In the July 6, 2016 issue of The Journal, Weinberg at al. carefully measure the rotational profile of 600 cadaveric human forearm bones. The precision of these measurements is outstanding and sets a new standard for this type of investigation. The authors put real numbers on the rotational relationships between the radius and ulna that Evans first proposed in JBJS in 1945—and that many surgeons have relied on for intraoperative assessments of forearm rotational alignment since then.
What this investigation documents is the wide range of rotational profiles in the human forearm, with broad standard deviations. It confirms what all clinicians experience every day—each patient’s anatomy is different. There is commonality in hard- and soft-tissue structure overall, but the range of size, shape, density, length, and rotation is patient-specific and highly variable.

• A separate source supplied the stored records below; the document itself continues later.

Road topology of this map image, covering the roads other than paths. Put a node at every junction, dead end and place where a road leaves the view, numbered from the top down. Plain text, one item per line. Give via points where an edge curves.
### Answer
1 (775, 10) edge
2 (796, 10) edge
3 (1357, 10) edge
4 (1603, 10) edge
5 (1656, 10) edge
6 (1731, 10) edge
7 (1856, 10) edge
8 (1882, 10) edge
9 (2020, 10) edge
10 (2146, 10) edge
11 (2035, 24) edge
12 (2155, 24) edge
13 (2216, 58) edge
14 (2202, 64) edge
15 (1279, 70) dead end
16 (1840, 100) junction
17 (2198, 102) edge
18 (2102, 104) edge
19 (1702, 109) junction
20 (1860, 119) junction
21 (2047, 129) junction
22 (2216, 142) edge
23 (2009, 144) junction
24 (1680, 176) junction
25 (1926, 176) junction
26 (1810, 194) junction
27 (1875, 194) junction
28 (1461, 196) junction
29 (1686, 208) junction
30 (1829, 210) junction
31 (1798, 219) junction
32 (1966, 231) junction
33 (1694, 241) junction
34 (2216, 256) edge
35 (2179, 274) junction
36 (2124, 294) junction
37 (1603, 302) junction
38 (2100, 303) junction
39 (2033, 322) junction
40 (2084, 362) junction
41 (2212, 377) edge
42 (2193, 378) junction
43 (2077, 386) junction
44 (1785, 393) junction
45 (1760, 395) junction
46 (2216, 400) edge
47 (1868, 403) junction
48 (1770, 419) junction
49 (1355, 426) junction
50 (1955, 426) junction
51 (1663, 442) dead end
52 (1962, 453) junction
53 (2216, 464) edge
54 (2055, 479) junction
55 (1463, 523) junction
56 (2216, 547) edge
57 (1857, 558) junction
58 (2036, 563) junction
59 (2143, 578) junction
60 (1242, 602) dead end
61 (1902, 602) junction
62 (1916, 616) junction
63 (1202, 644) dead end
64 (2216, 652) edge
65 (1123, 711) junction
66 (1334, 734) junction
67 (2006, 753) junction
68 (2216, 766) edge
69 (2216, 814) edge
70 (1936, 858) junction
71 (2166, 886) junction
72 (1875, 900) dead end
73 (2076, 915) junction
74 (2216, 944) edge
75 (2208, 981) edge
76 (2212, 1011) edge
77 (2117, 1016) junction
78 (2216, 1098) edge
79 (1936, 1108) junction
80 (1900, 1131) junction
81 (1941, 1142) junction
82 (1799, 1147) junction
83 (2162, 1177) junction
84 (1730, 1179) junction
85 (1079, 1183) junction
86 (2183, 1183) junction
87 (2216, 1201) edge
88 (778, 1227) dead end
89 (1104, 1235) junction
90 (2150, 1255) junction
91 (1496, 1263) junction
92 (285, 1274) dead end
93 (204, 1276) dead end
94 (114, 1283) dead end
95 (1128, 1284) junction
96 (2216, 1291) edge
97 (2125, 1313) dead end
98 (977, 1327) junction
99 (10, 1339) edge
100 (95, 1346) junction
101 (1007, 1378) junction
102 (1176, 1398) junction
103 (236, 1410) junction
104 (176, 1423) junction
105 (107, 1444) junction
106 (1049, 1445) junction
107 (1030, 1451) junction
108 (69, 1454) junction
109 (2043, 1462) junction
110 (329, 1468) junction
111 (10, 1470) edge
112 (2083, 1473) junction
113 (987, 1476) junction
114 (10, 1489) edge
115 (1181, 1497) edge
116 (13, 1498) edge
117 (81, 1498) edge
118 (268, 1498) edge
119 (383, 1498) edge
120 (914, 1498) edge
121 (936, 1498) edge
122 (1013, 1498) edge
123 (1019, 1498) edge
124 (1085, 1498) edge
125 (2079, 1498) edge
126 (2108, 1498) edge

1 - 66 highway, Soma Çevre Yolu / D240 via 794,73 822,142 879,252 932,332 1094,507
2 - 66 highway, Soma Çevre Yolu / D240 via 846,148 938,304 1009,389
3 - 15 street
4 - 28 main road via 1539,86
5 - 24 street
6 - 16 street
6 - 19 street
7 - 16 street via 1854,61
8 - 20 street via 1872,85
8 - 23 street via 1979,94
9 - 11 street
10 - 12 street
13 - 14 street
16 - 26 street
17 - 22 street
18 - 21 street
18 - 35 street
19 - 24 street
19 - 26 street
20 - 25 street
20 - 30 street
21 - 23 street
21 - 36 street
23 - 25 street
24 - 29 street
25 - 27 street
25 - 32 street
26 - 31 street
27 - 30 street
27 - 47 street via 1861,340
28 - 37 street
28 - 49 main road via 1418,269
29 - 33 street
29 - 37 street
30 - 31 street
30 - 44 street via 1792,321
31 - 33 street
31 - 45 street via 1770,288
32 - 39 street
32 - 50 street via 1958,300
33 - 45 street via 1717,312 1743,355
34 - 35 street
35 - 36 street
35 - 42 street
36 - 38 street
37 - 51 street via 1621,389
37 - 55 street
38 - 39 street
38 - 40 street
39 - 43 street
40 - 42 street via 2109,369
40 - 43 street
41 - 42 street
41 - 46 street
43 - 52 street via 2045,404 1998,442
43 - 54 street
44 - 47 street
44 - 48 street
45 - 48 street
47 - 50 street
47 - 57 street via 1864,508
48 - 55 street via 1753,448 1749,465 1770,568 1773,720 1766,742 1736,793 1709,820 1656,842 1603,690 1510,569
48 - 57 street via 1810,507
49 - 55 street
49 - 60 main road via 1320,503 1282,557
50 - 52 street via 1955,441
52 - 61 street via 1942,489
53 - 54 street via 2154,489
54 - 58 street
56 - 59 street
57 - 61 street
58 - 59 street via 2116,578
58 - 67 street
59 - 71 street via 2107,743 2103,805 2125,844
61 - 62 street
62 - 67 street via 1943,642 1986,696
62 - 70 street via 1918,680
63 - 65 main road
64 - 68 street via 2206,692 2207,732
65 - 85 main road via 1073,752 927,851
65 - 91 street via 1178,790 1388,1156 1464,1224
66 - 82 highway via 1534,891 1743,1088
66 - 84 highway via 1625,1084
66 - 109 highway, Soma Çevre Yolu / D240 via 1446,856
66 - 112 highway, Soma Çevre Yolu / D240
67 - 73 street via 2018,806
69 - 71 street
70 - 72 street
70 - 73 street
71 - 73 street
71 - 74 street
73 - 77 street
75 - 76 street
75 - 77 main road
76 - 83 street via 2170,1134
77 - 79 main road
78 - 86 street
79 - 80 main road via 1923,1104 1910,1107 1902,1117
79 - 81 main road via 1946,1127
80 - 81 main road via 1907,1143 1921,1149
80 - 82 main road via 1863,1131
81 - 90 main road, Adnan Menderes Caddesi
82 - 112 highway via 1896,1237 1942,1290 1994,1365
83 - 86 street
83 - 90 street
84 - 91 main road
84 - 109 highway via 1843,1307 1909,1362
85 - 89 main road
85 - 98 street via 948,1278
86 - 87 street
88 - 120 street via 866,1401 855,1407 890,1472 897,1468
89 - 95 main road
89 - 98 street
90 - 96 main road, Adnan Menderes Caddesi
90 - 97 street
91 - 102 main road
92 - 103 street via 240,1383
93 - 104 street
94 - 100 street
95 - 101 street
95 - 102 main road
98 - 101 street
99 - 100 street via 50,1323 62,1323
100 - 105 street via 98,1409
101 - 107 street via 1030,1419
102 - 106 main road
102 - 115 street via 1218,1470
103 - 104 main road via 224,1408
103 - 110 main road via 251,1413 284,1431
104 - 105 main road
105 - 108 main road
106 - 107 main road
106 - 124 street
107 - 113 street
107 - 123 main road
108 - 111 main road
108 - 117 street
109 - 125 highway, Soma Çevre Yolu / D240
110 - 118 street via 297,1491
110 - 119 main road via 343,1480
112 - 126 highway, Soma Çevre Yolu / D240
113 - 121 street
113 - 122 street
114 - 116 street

Whether closed, percutaneous, or open methods are applied, the skill and experience of the surgeon trump radiographic rules/tips/guidelines. As is often said with fracture reduction, the surgeon is responsible for 80% of the outcome. Studies comparing different casting methods or fixation devices provide useful information that address the remaining 20%, but surgical technique and surgeon experience/judgment are the major determinants.
We must always remember that each patient is not only emotionally and socially unique, but also anatomically unique. Our job is to restore their individual anatomy to the best of our clinical ability. I am therefore not sure that repeating high-precision measurements of other osseous structures—only to re-confirm anatomic variability—will have much ultimate value for our community.